Saturday 30 May 2015

Ain’t no mountain high enough… A Dangerous Wooing (1919)


A Dangerous Wooing (Ett farlig frieri) was Rune Carlsten’s directorial debut and he went on to make some twenty films up until the 1940’s. If you didn’t know better you might almost assume that this romantic comedy drama was the work of his more renowned Swedish contemporary, Victor Sjöström, with extensive shots of the Scandinavian countryside (actually the region around the Hardanger Fjord in Norway) but Carlsten shows a lighter touch.

The exterior camerawork is exemplary from Raoul Reynolds and Carl Gustaf Florin, showing the sweep of endless mountains and hills behind the  Husaby farm at the centre of this very human romantic comedy… The day-to-day struggles of existing on this land is set aside as the characters set about each other but in the end the physical challenges of their location ,must be over come in order for the day to be won.

Right rural ain't it?
Carlsten’s tone may be warmer but, as with Sjöström, he attempts to paint an historically-detailed picture of traditional rural life from the clothes and the manners to the daily routines of cows, cooking and horn-blowing and, of course, the endless scrapping. Unfortunately for the boys there seem to be very few eligible young women in the village and the men of a certain age can’t stop fighting over her.

Gull Cronvall and Lars Hanson
Aslaug (Gull Cronvall) is the winsome daughter of veteran cock of the walk, Knut Husaby (Theodor Blick) who freely describes himself as the “Wolf” and his two sons as cubs… although Sigurd (Hugo Tranberg) and Eyvind (Gosta Cederlund) seem scarcely feral.

The old wolf Husaby!
As the film opens we see the old Wolf repel an amorously-intentioned violinist (Torsten Bergström) who is unceremoniously booted down the garden, landing next to two other would-be suitors. The keen-eyed viewer may spot a young Uno Henning as one of them… he would later star so effectively  in A Cottage on Dartmoor and more.

Thormund (Hjalmar Peters), the wealthiest farmer in the area approaches with his only son, Ola (Kurt Welin) who has all of the financial backing and none of the front being a podgy lad who is easily despatched and dunked in milk by Uno and his accomplice.

The Competition...
Nor will he fare any better with Aslaug, who only has eyes for one man, the handsomely-capable Tore Næsset (the capably-handsome Lars Hanson) who is not only her pick of the bunch but far smarter than the competition. He and Aslaug are already in love and the one little thing standing in their way is his humble station... well, that and Aslaug’s fearsome father.

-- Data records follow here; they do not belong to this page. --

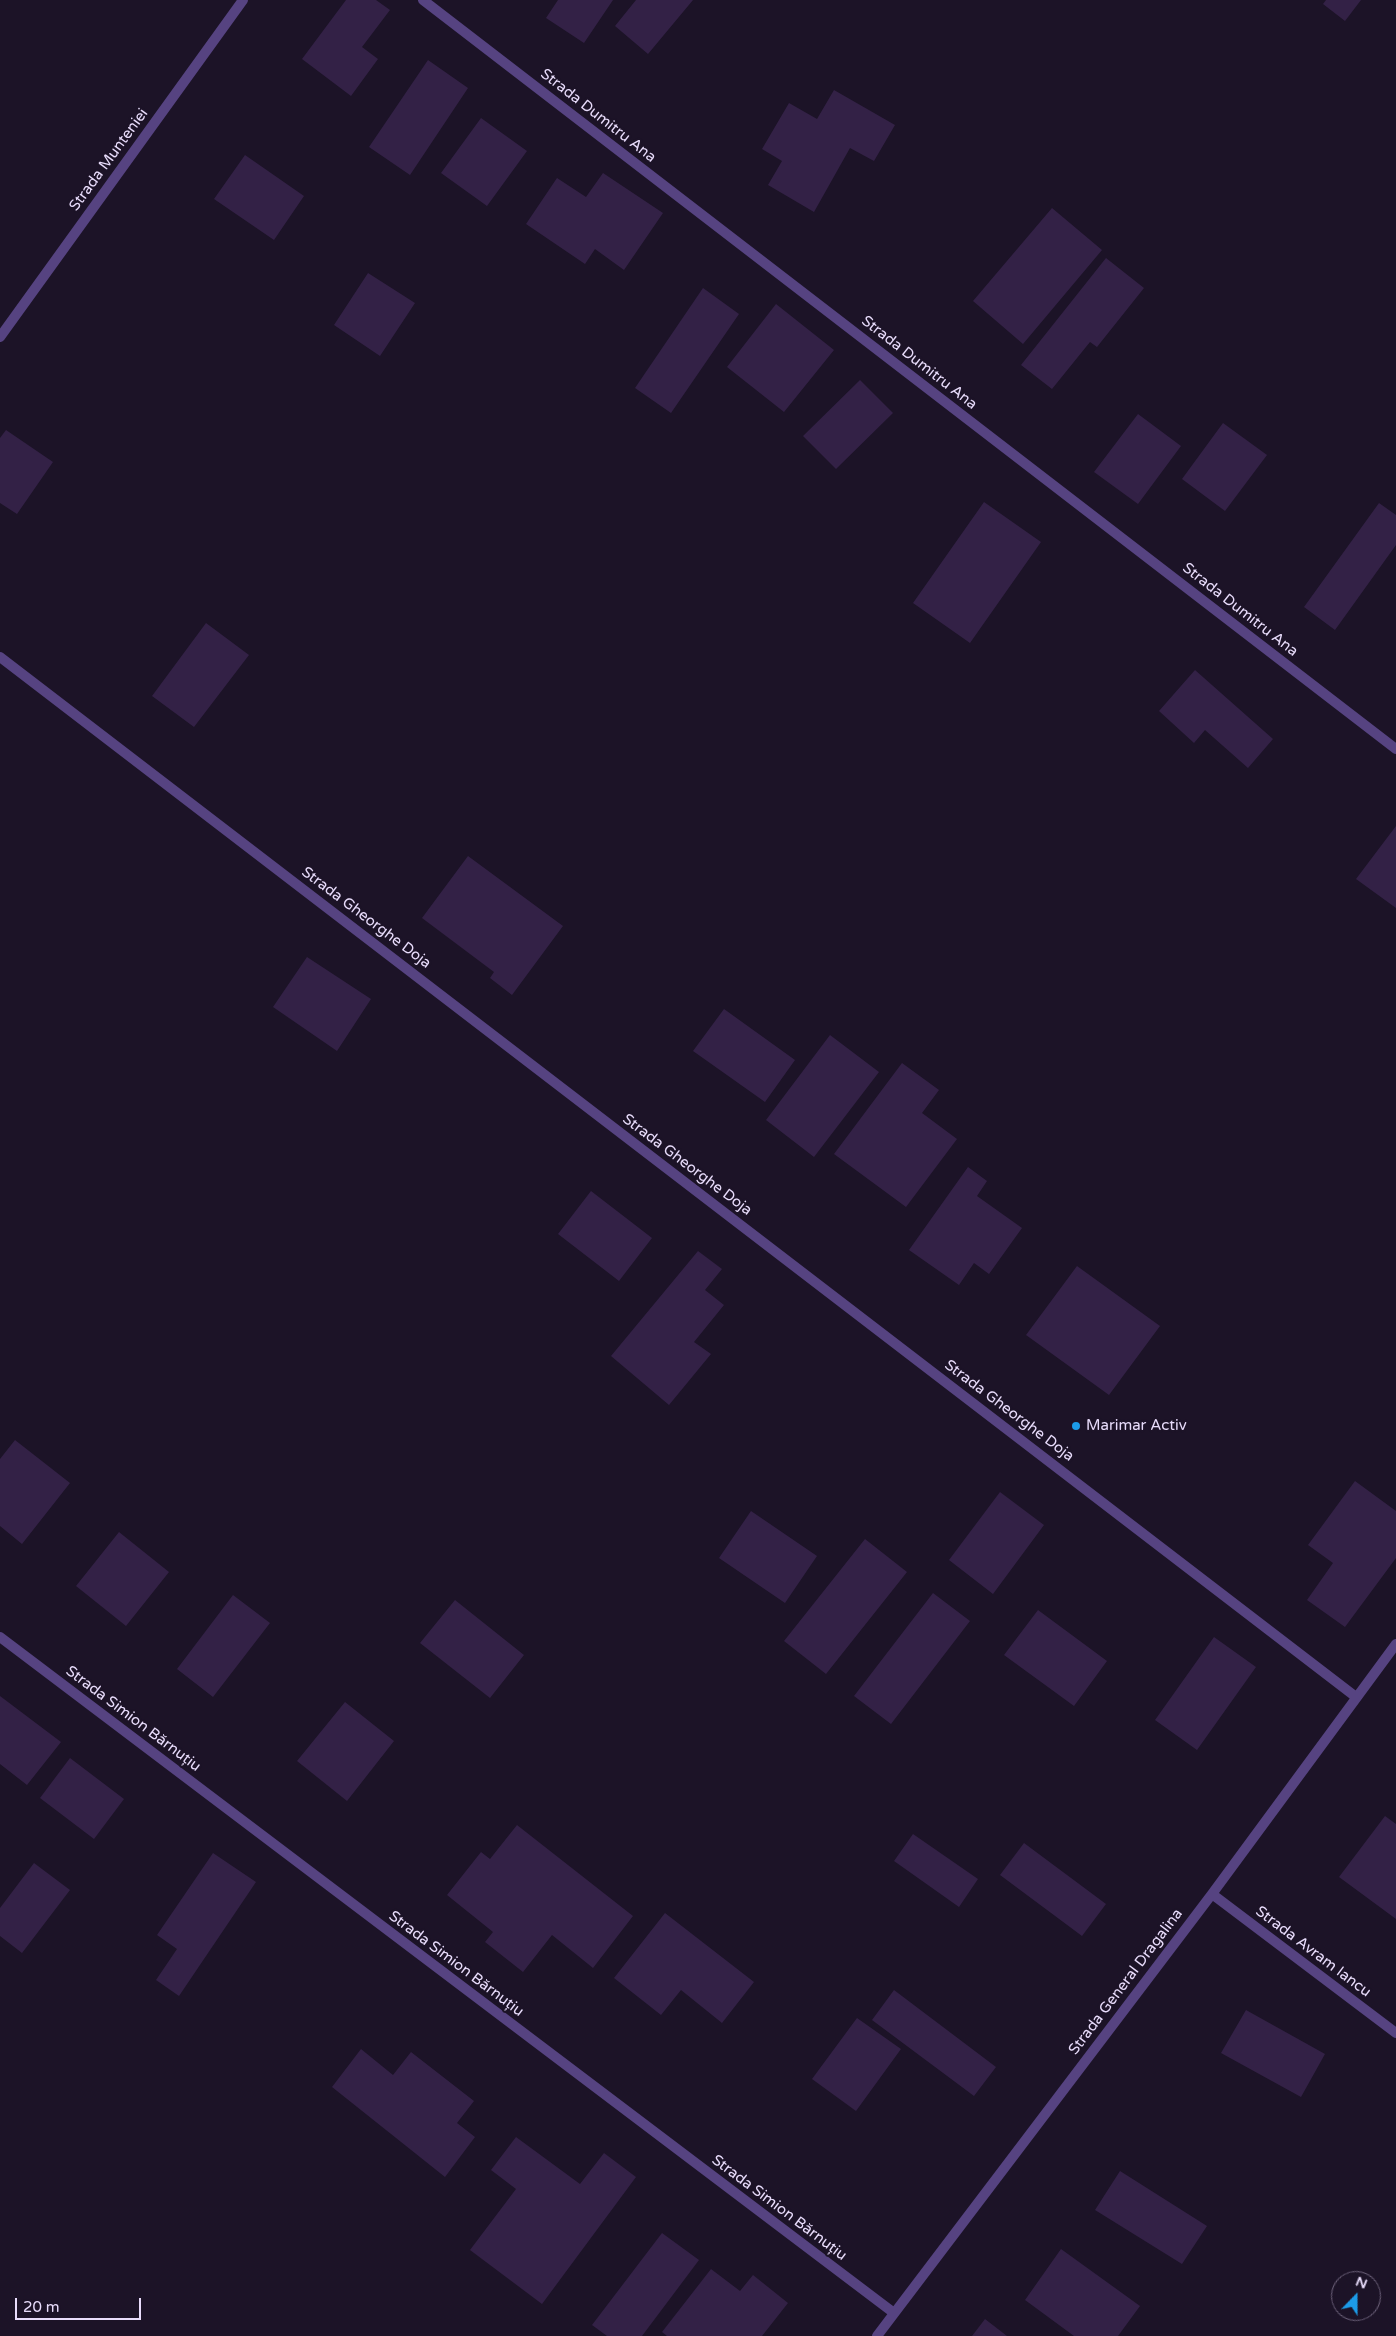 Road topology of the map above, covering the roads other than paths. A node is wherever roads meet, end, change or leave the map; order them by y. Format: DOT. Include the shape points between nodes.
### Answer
graph roads {
  1 [pos="243,0"];
  2 [pos="423,0"];
  3 [pos="0,337"];
  4 [pos="0,657"];
  5 [pos="1396,749"];
  6 [pos="0,1638"];
  7 [pos="1396,1644"];
  8 [pos="1356,1697"];
  9 [pos="1212,1894"];
  10 [pos="1396,2033"];
  11 [pos="894,2314"];
  12 [pos="877,2336"];
  1 -- 3 [label="street, Strada Munteniei"];
  2 -- 5 [label="street, Strada Dumitru Ana"];
  4 -- 8 [label="street, Strada Gheorghe Doja"];
  6 -- 11 [label="street, Strada Simion Bărnuțiu"];
  7 -- 8 [label="street, Strada General Dragalina"];
  8 -- 9 [label="street, Strada General Dragalina"];
  9 -- 10 [label="street, Strada Avram Iancu"];
  9 -- 11 [label="street, Strada General Dragalina"];
  11 -- 12 [label="street, Strada General Dragalina"];
} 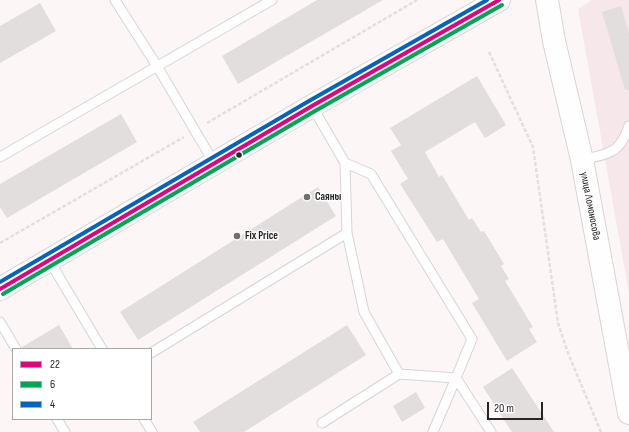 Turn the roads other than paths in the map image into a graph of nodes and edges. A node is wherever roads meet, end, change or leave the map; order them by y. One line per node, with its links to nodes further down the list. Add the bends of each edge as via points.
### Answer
1 (115, 0): 5 (lane)
2 (272, 0): 5 (lane)
3 (499, 0): 6 (street)
4 (547, 0): 9 (street, улица Ломоносова)
5 (158, 66): 8 (lane); 10 (lane)
6 (312, 106): 10 (street); 11 (lane)
7 (629, 126): 9 (lane, via 618,148 610,153)
8 (0, 157)
9 (582, 160): 21 (street, улица Ломоносова)
10 (214, 163): 13 (street)
11 (345, 163): 12 (lane); 20 (lane, via 371,174 472,339)
12 (347, 233): 18 (lane); 19 (lane, via 364,312)
13 (49, 260): 14 (street); 17 (lane)
14 (0, 290)
15 (0, 322): 16 (lane)
16 (15, 348)
17 (101, 348)
18 (152, 352)
19 (399, 374): 20 (lane); 24 (lane)
20 (456, 378): 27 (lane); 28 (lane)
21 (629, 413)
22 (58, 420): 25 (lane)
23 (145, 420): 26 (lane)
24 (322, 423)
25 (65, 432)
26 (152, 432)
27 (433, 432)
28 (491, 432) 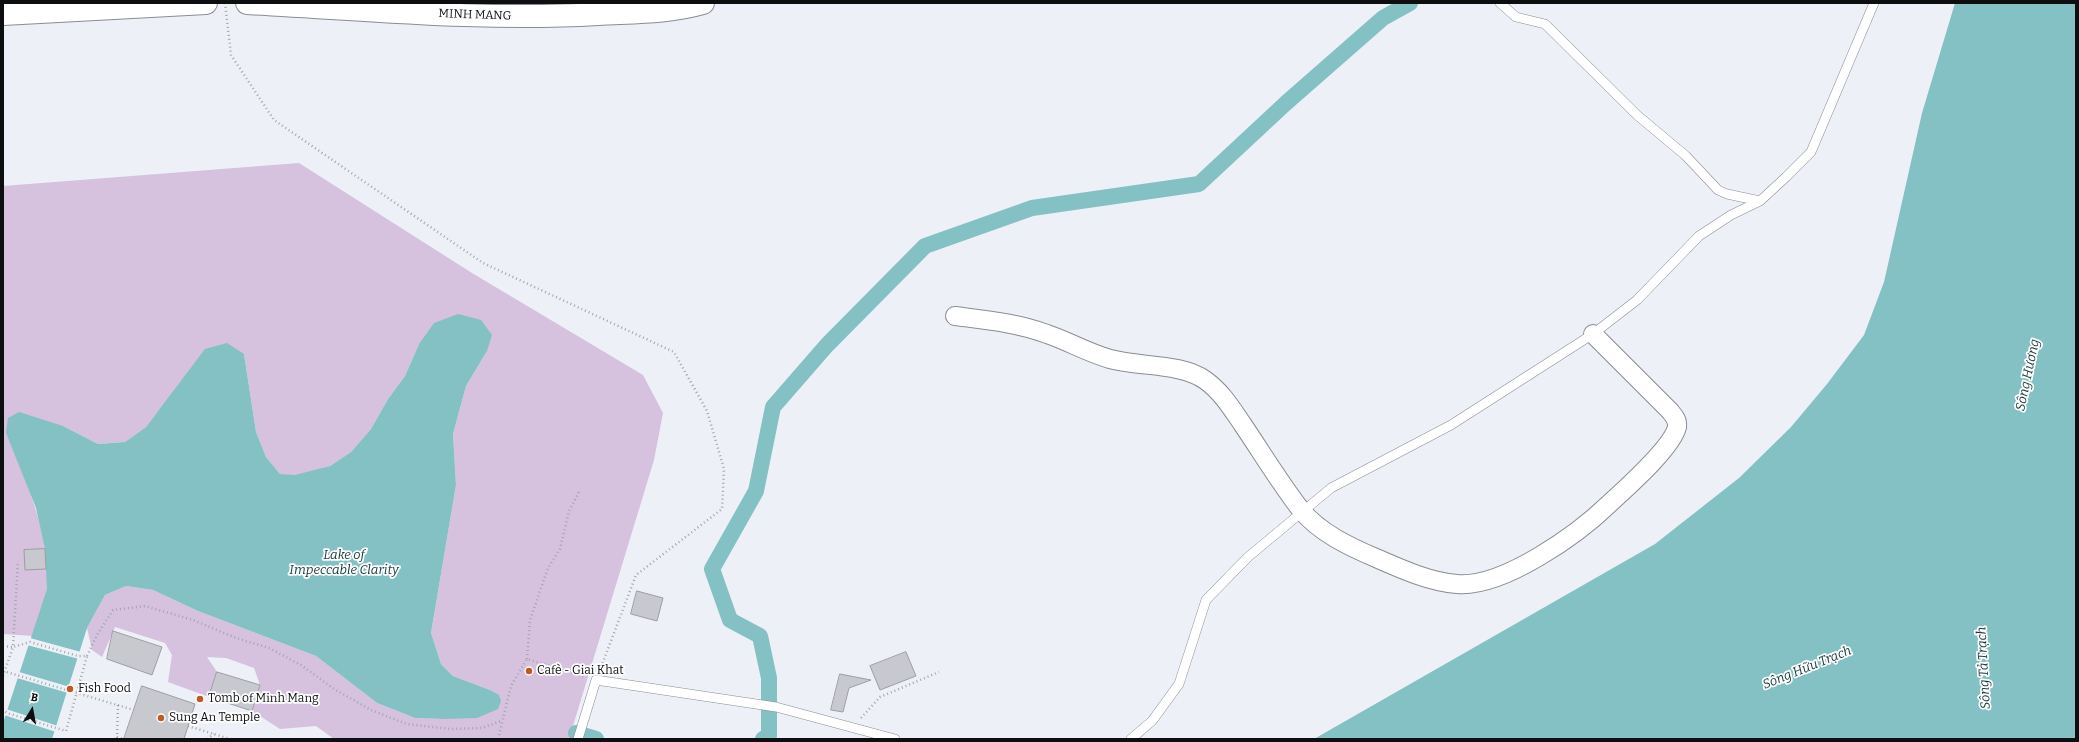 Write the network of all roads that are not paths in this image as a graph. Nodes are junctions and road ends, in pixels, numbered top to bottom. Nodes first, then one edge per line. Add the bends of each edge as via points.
1 (194, 3) edge
2 (247, 3) edge
3 (702, 3) edge
4 (1500, 3) edge
5 (1874, 3) edge
6 (678, 6) edge
7 (420, 8) edge
8 (3, 14) edge
9 (1760, 201) junction
10 (955, 316) dead end
11 (1593, 334) junction
12 (1303, 512) junction
13 (578, 739) edge
14 (895, 739) edge
15 (1131, 739) edge

1 - 8 highway
2 - 7 highway, MINH MANG
3 - 6 highway, MINH MANG
4 - 9 lane via 1516,17 1545,24 1637,115 1686,156 1718,190
5 - 9 lane via 1811,152
6 - 7 highway, MINH MANG via 556,17 450,16
9 - 11 lane via 1731,215 1700,236 1637,300
10 - 12 street via 1000,322 1038,331 1108,358 1180,370 1204,379 1224,398
11 - 12 lane via 1451,425 1331,488
11 - 12 street via 1670,411 1676,419 1677,426 1668,443 1647,467 1594,518 1538,556 1511,572 1485,581 1458,584 1443,582 1366,554 1332,536
12 - 15 lane via 1248,557 1206,600 1179,684 1152,720
13 - 14 lane via 596,680 776,707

Tore is the son of a humble small-holder and even his mother (Hilda Castegren) tells him he’s too poor to score with the Wolf’s foxy daughter (sorry…). But, he’s a man crazy in love and determined to bridge the income gap.

Sweethearts
Thormund and his son arrive to propose to Husaby – and his daughter – and the Wolf declares that it’s her decision. She politely declines the course of her heart having already been set and then Tore declares his intentions only to be laughed out of the house by the older men and their sons: he is not worthy…

The counter-proposal is laughed off
But Tore is nothing if not steadfast and he continues to see Aslaug, fighting off attention from all comers during the course of her daily life minding the cows in the family’s extensive farm. As he bests every lad from the village, the Wolf decides it’s time to intervene… with the help of his two sons naturally…

Tore is ambushed by the sons and having easily beaten them both off is caught unawares by their father’s joining the fray. The three Husabys give him a beating and the Wold tells him that unless he makes it to see Aslaug the next Saturday, their engagement will be called off and she will have to marry  Ola Thormundson…

Tore evades the ambush
As Tore licks his wounds – in so much comedy bandage – the other families keep watch and make sure his entry to the farm and the single track to the out-house where Aslaug stays when minding the cattle, is impassable. Tore attempts a brave attack only to be repelled by weight of numbers… All looks lost until he stares out from his mother’s house up the impossibly high cliff to where his love waits…
Hang on...I've got an idea...
Rune Carlsten’s direction is assured and moves into a higher gear with the action scenes and the physically-impressive outdoors: the sub-polar light was key to Scandanavian success at this stage of cinema al fresco.

Lars is excellent as you’d expect and proves as adept at comedy as drama faced with the impressively-mighty Theodor Blick who you just wouldn’t want to mess with unless, that is, you were inescapably, bravely, in love with his daughter.


The version I watched was a copy of the 2010 restoration from the Svenska Filminstitutet which comes with an impressive, jazz-tinged score from Matti Bye. It's available on DVD from Loving the Classics purveyors of decent quality public domain cinema.